((
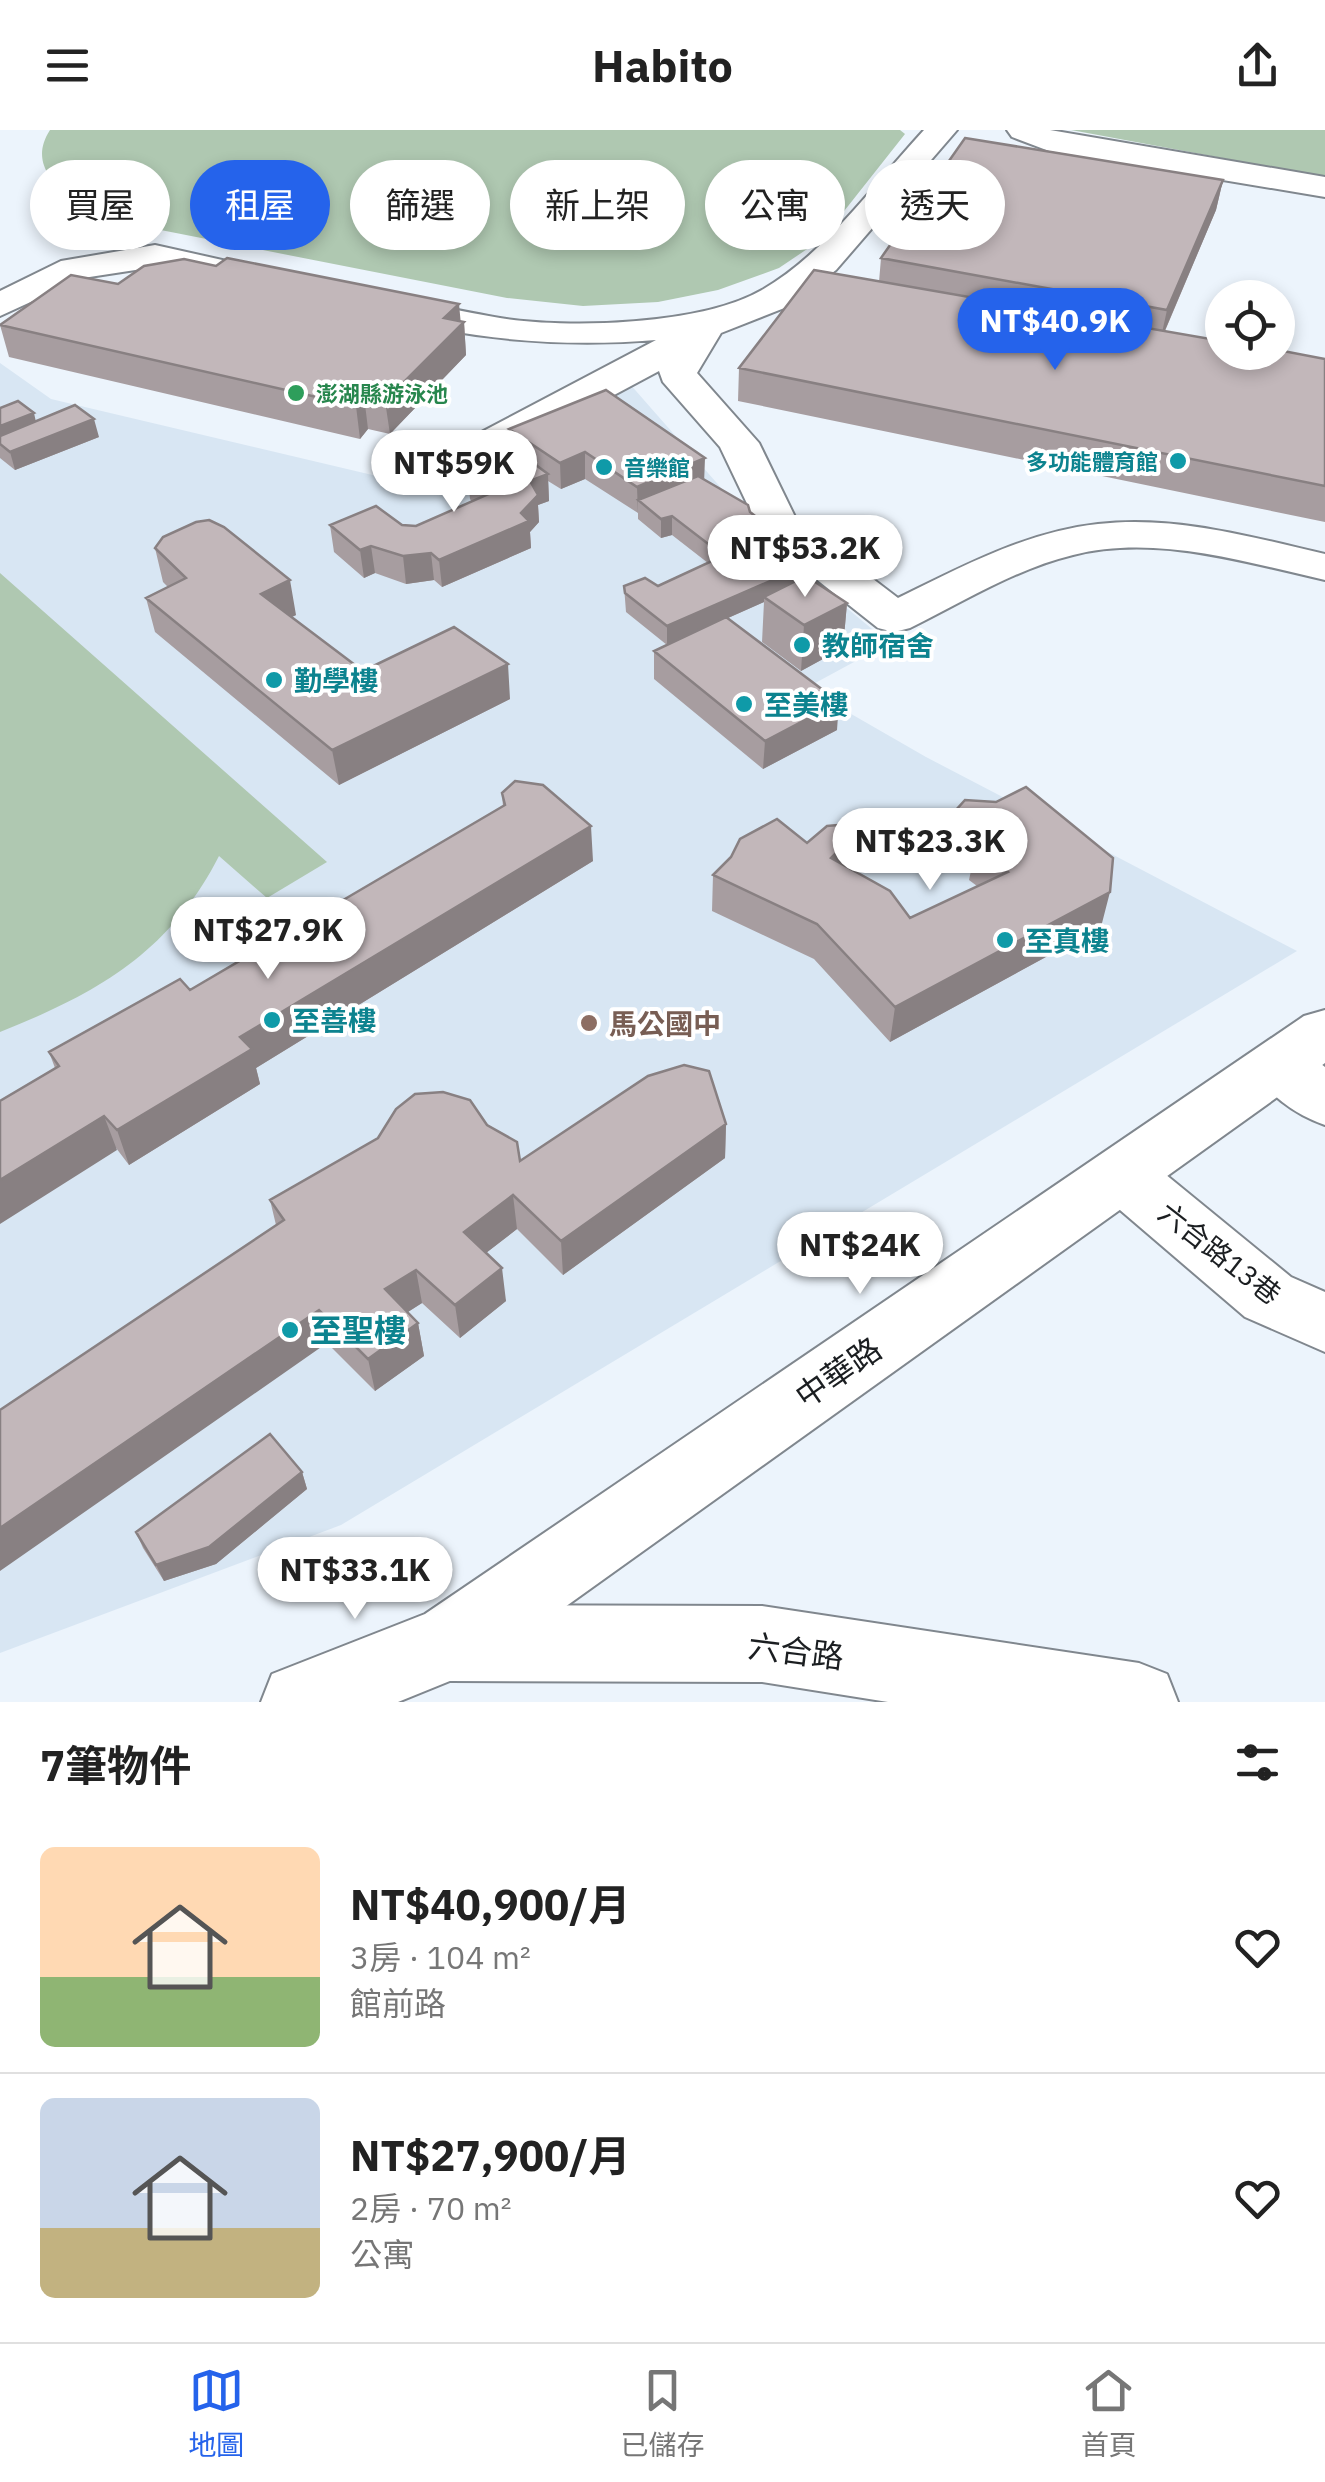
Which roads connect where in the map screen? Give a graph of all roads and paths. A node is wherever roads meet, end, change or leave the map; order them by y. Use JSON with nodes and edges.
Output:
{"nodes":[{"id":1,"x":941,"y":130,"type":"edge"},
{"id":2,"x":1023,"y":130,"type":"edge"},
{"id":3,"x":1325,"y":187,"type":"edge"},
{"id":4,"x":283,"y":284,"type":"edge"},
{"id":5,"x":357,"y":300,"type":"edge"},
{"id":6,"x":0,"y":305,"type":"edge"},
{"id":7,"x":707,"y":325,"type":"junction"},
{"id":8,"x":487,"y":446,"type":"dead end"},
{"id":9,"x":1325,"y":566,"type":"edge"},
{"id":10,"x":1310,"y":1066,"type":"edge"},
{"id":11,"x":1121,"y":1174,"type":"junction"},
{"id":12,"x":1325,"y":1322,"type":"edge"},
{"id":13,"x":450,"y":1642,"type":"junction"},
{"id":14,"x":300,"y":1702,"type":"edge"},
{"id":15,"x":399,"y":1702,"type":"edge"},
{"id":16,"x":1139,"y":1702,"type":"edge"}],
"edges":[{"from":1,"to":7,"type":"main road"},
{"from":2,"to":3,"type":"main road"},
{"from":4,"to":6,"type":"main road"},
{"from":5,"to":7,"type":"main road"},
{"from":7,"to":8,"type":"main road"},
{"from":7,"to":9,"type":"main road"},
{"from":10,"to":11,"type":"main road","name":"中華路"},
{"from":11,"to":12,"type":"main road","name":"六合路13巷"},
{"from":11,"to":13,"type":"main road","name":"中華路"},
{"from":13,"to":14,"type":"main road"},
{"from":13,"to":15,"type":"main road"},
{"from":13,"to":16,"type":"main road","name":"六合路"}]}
))
In the entries above, find every line holding the word "nodes" and copy it out.

▶ _Answer space_:
Which roads connect where in the map screen? Give a graph of all roads and paths. A node is wherever roads meet, end, change or leave the map; order them by y. Use JSON with nodes and edges.
{"nodes":[{"id":1,"x":941,"y":130,"type":"edge"},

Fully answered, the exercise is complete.